[Task directions] Report how many lines in the records below contain the word "КОКАЛЕ". Nothing else belongs in the answer.

[Dataset]
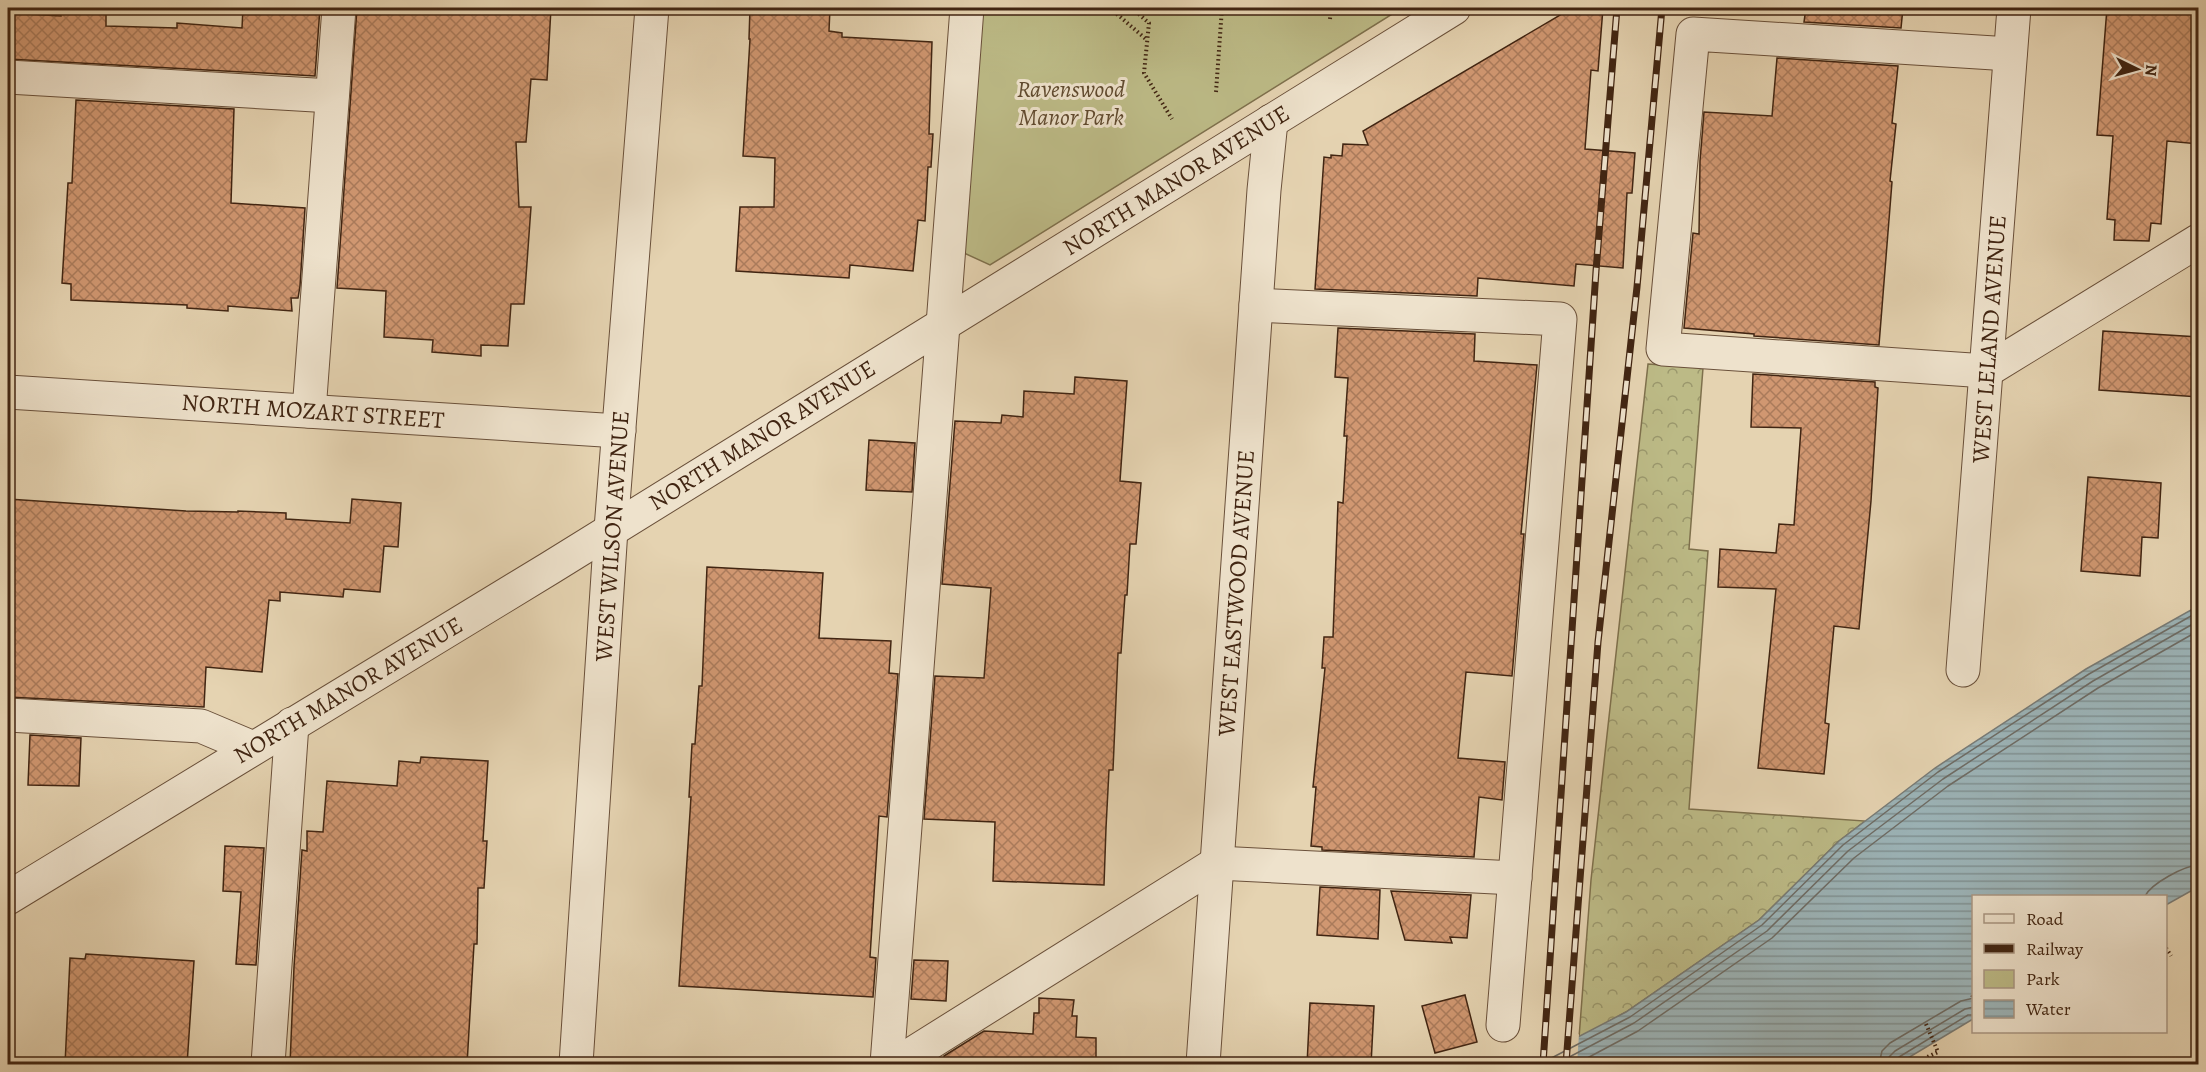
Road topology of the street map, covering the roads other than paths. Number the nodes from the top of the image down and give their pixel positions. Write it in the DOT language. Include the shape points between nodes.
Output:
graph roads {
  1 [pos="339,8"];
  2 [pos="652,8"];
  3 [pos="967,8"];
  4 [pos="1454,8"];
  5 [pos="2014,8"];
  6 [pos="2010,54"];
  7 [pos="8,77"];
  8 [pos="332,96"];
  9 [pos="1271,122"];
  10 [pos="2199,241"];
  11 [pos="1256,305"];
  12 [pos="943,324"];
  13 [pos="1986,371"];
  14 [pos="8,392"];
  15 [pos="309,411"];
  16 [pos="619,430"];
  17 [pos="612,529"];
  18 [pos="1964,670"];
  19 [pos="8,715"];
  20 [pos="292,724"];
  21 [pos="253,748"];
  22 [pos="1217,863"];
  23 [pos="1515,878"];
  24 [pos="8,898"];
  25 [pos="1503,1025"];
  26 [pos="268,1065"];
  27 [pos="576,1065"];
  28 [pos="887,1065"];
  29 [pos="896,1065"];
  30 [pos="1203,1065"];
  1 -- 8 [label="street"];
  2 -- 16 [label="street, WEST WILSON AVENUE"];
  3 -- 12 [label="street"];
  4 -- 9 [label="street, NORTH MANOR AVENUE"];
  5 -- 6 [label="street, WEST LELAND AVENUE"];
  6 -- 13 [label="street, WEST LELAND AVENUE"];
  6 -- 13 [label="street" via="1693,34 1663,349"];
  7 -- 8 [label="street"];
  8 -- 15 [label="street"];
  9 -- 11 [label="street, WEST EASTWOOD AVENUE"];
  9 -- 12 [label="street, NORTH MANOR AVENUE"];
  10 -- 13 [label="street"];
  11 -- 22 [label="street, WEST EASTWOOD AVENUE"];
  11 -- 23 [label="street" via="1560,319"];
  12 -- 17 [label="street, NORTH MANOR AVENUE"];
  12 -- 28 [label="street"];
  13 -- 18 [label="street, WEST LELAND AVENUE"];
  14 -- 15 [label="street, NORTH MOZART STREET"];
  15 -- 16 [label="street, NORTH MOZART STREET"];
  16 -- 17 [label="street, WEST WILSON AVENUE"];
  17 -- 20 [label="street, NORTH MANOR AVENUE"];
  17 -- 27 [label="street, WEST WILSON AVENUE"];
  19 -- 21 [label="street" via="201,726"];
  20 -- 21 [label="street, NORTH MANOR AVENUE"];
  20 -- 26 [label="street"];
  21 -- 24 [label="street, NORTH MANOR AVENUE"];
  22 -- 23 [label="street"];
  22 -- 29 [label="street"];
  22 -- 30 [label="street, WEST EASTWOOD AVENUE"];
  23 -- 25 [label="street"];
}
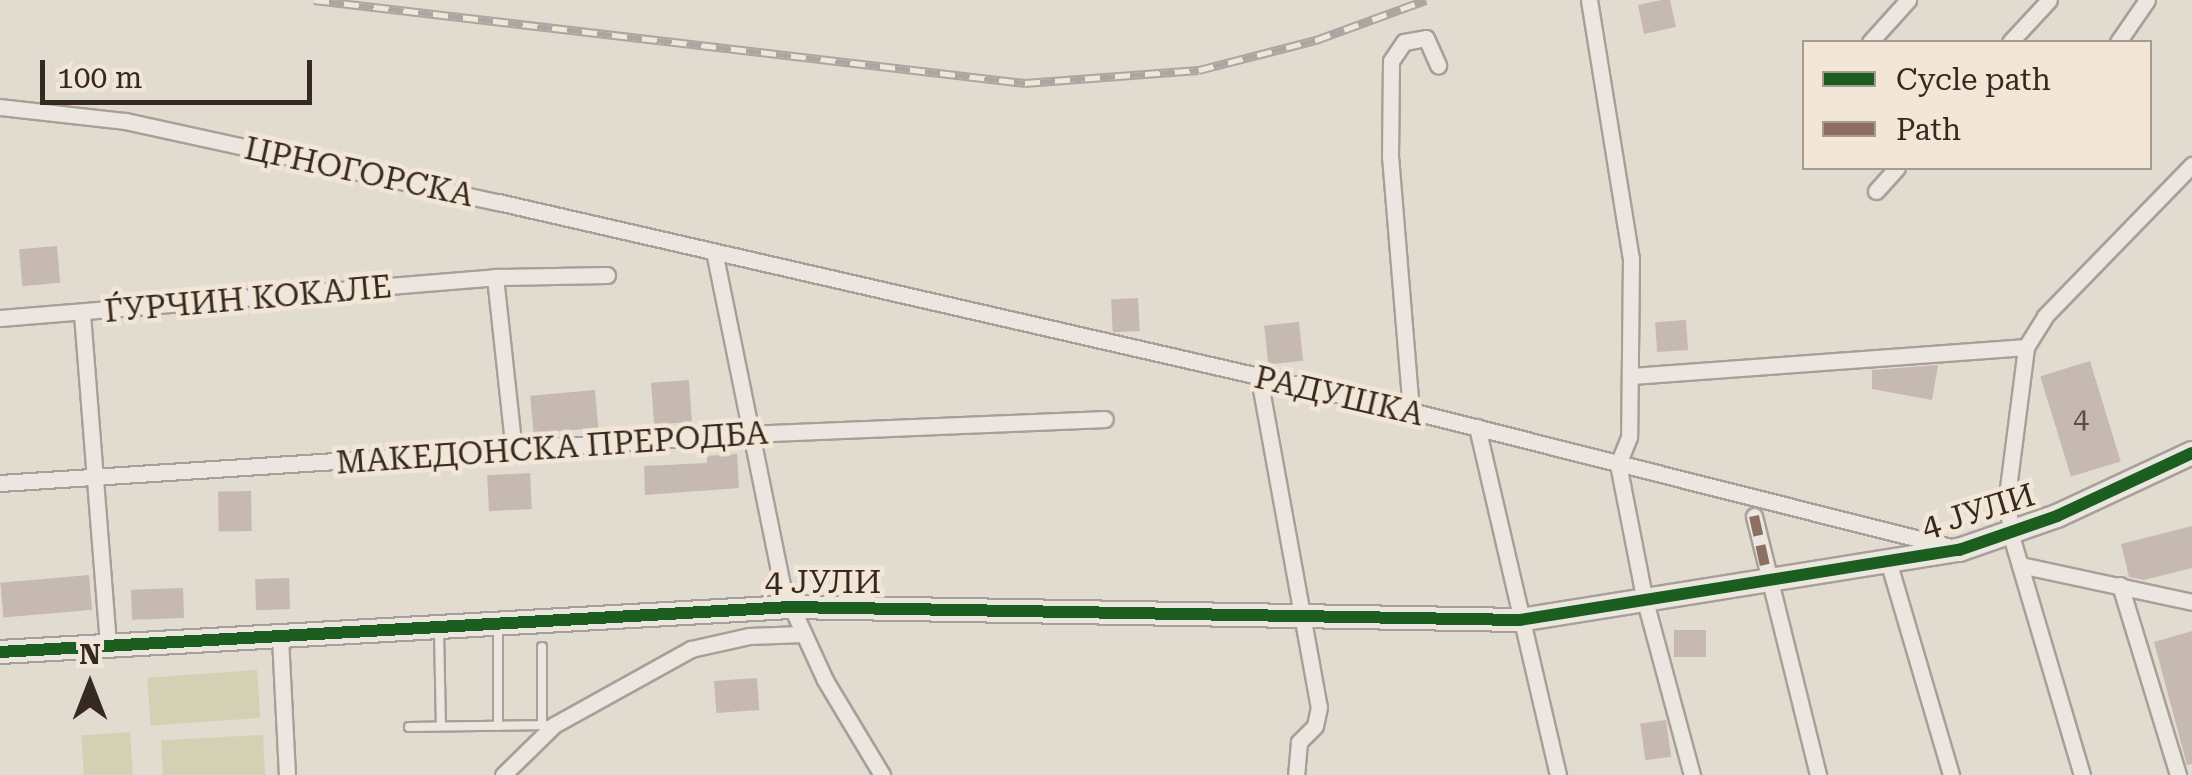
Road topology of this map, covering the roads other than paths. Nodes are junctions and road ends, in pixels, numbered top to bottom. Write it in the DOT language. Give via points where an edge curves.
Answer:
graph roads {
  1 [pos="1589,0"];
  2 [pos="1908,0"];
  3 [pos="2049,0"];
  4 [pos="2147,0"];
  5 [pos="1872,40"];
  6 [pos="2012,40"];
  7 [pos="2119,40"];
  8 [pos="1438,65"];
  9 [pos="0,107"];
  10 [pos="2192,165"];
  11 [pos="1895,170"];
  12 [pos="1876,191"];
  13 [pos="715,256"];
  14 [pos="607,276"];
  15 [pos="495,277"];
  16 [pos="82,314"];
  17 [pos="0,318"];
  18 [pos="2026,347"];
  19 [pos="1632,376"];
  20 [pos="1259,378"];
  21 [pos="1412,411"];
  22 [pos="1105,418"];
  23 [pos="1477,427"];
  24 [pos="748,434"];
  25 [pos="514,450"];
  26 [pos="2192,453"];
  27 [pos="1618,464"];
  28 [pos="91,478"];
  29 [pos="0,483"];
  30 [pos="1754,516"];
  31 [pos="2011,535"];
  32 [pos="1959,550"];
  33 [pos="1889,564"];
  34 [pos="2020,564"];
  35 [pos="1768,584"];
  36 [pos="2120,586"];
  37 [pos="1645,600"];
  38 [pos="2192,602"];
  39 [pos="790,608"];
  40 [pos="1298,616"];
  41 [pos="1520,620"];
  42 [pos="498,624"];
  43 [pos="439,628"];
  44 [pos="804,634"];
  45 [pos="280,637"];
  46 [pos="108,646"];
  47 [pos="542,647"];
  48 [pos="0,652"];
  49 [pos="548,724"];
  50 [pos="441,726"];
  51 [pos="498,726"];
  52 [pos="409,727"];
  53 [pos="287,775"];
  54 [pos="503,775"];
  55 [pos="882,775"];
  56 [pos="1296,775"];
  57 [pos="1558,775"];
  58 [pos="1692,775"];
  59 [pos="1818,775"];
  60 [pos="1951,775"];
  61 [pos="2082,775"];
  62 [pos="2178,775"];
  1 -- 19 [label="street" via="1631,258"];
  2 -- 5 [label="street"];
  3 -- 6 [label="street"];
  4 -- 7 [label="street"];
  8 -- 21 [label="street" via="1426,38 1404,42 1392,62 1390,158"];
  9 -- 13 [label="street, ЦРНОГОРСКА" via="125,121"];
  10 -- 18 [label="street" via="2046,316"];
  11 -- 12 [label="street"];
  13 -- 20 [label="street, РАДУШКА"];
  13 -- 24 [label="street"];
  14 -- 15 [label="street, ЃУРЧИН КОКАЛЕ"];
  15 -- 16 [label="street, ЃУРЧИН КОКАЛЕ"];
  15 -- 25 [label="street"];
  16 -- 17 [label="street, ЃУРЧИН КОКАЛЕ"];
  16 -- 28 [label="street"];
  18 -- 19 [label="street"];
  18 -- 31 [label="street" via="2009,478"];
  19 -- 27 [label="street" via="1629,437"];
  20 -- 21 [label="street, РАДУШКА"];
  20 -- 40 [label="street"];
  21 -- 23 [label="street, РАДУШКА"];
  22 -- 24 [label="street, МАКЕДОНСКА ПРЕРОДБА"];
  23 -- 27 [label="street, РАДУШКА"];
  23 -- 41 [label="street"];
  24 -- 25 [label="street, МАКЕДОНСКА ПРЕРОДБА"];
  24 -- 39 [label="street"];
  25 -- 28 [label="street, МАКЕДОНСКА ПРЕРОДБА"];
  26 -- 31 [label="street, 4 ЈУЛИ"];
  27 -- 32 [label="street, РАДУШКА"];
  27 -- 37 [label="street"];
  28 -- 29 [label="street, МАКЕДОНСКА ПРЕРОДБА"];
  28 -- 46 [label="street"];
  30 -- 35 [label="street"];
  31 -- 32 [label="street, 4 ЈУЛИ"];
  31 -- 34 [label="street"];
  32 -- 33 [label="street, 4 ЈУЛИ"];
  33 -- 35 [label="street, 4 ЈУЛИ"];
  33 -- 60 [label="street"];
  34 -- 36 [label="street"];
  34 -- 61 [label="street"];
  35 -- 37 [label="street, 4 ЈУЛИ"];
  35 -- 59 [label="street"];
  36 -- 38 [label="street"];
  36 -- 62 [label="street"];
  37 -- 41 [label="street, 4 ЈУЛИ"];
  37 -- 58 [label="street"];
  39 -- 40 [label="street, 4 ЈУЛИ"];
  39 -- 42 [label="street, 4 ЈУЛИ"];
  39 -- 44 [label="street"];
  40 -- 41 [label="street, 4 ЈУЛИ"];
  40 -- 56 [label="street" via="1319,708 1315,726 1299,742"];
  41 -- 57 [label="street"];
  42 -- 43 [label="street, 4 ЈУЛИ"];
  42 -- 51 [label="lane"];
  43 -- 45 [label="street, 4 ЈУЛИ"];
  43 -- 50 [label="lane"];
  44 -- 49 [label="street" via="750,636 691,650"];
  44 -- 55 [label="street"];
  45 -- 46 [label="street, 4 ЈУЛИ"];
  45 -- 53 [label="street"];
  46 -- 48 [label="street, 4 ЈУЛИ"];
  47 -- 49 [label="lane"];
  49 -- 51 [label="lane"];
  49 -- 54 [label="street"];
  50 -- 51 [label="lane"];
  50 -- 52 [label="lane"];
}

[Worked solution] 3